====== INFORMATION ======

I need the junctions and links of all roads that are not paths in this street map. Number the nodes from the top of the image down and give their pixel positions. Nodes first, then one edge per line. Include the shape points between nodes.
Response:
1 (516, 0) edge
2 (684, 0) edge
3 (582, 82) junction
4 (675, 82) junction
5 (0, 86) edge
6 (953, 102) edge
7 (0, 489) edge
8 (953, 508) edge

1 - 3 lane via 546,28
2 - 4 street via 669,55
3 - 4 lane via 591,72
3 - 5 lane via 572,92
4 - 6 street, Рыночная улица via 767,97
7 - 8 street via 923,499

======
====== INFORMATION ======

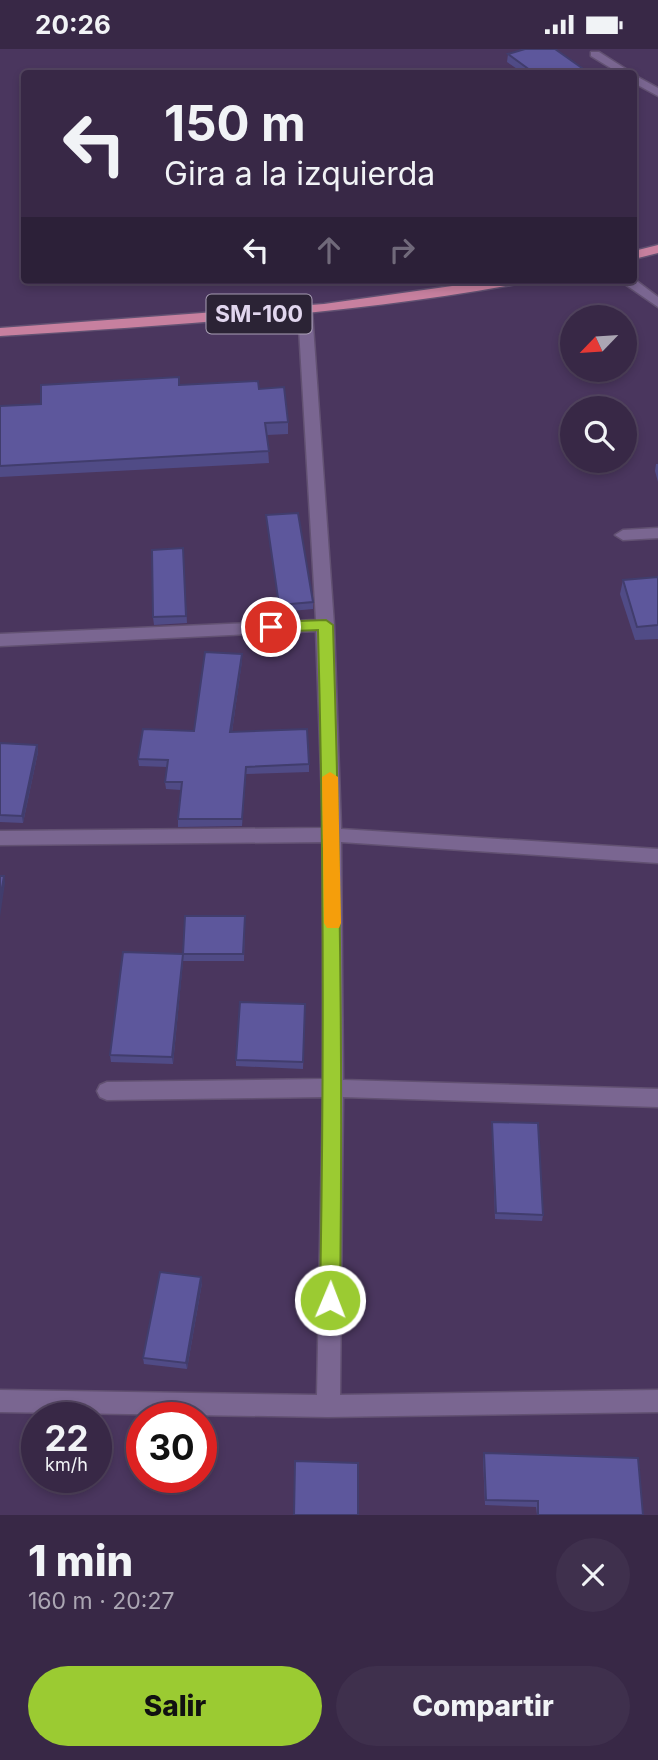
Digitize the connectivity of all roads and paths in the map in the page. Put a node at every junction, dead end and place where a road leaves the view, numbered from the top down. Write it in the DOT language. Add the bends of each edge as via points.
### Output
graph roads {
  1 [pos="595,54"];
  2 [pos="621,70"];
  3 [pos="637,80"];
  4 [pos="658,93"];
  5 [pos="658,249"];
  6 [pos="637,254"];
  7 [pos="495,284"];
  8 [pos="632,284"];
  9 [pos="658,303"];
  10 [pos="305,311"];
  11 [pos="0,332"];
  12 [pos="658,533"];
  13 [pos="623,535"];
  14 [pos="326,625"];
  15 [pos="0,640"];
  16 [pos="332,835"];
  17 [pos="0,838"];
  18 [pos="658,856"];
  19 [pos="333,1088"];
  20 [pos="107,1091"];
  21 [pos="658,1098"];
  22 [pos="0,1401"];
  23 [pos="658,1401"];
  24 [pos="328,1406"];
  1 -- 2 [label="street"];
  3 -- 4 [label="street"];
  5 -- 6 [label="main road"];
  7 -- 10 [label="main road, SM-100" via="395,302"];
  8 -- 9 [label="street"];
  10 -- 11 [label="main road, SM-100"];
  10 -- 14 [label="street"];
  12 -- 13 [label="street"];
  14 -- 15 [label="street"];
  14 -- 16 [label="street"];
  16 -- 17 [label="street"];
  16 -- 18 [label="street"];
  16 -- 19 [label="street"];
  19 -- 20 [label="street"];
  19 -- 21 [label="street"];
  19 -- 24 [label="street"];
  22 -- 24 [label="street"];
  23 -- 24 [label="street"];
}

======

#### REQUIREMENT:
Where a line in the listing above contains "down", copy that line.

#### ANSWER BOX:
I need the junctions and links of all roads that are not paths in this street map. Number the nodes from the top of the image down and give their pixel positions. Nodes first, then one edge per line. Include the shape points between nodes.
Digitize the connectivity of all roads and paths in the map in the page. Put a node at every junction, dead end and place where a road leaves the view, numbered from the top down. Write it in the DOT language. Add the bends of each edge as via points.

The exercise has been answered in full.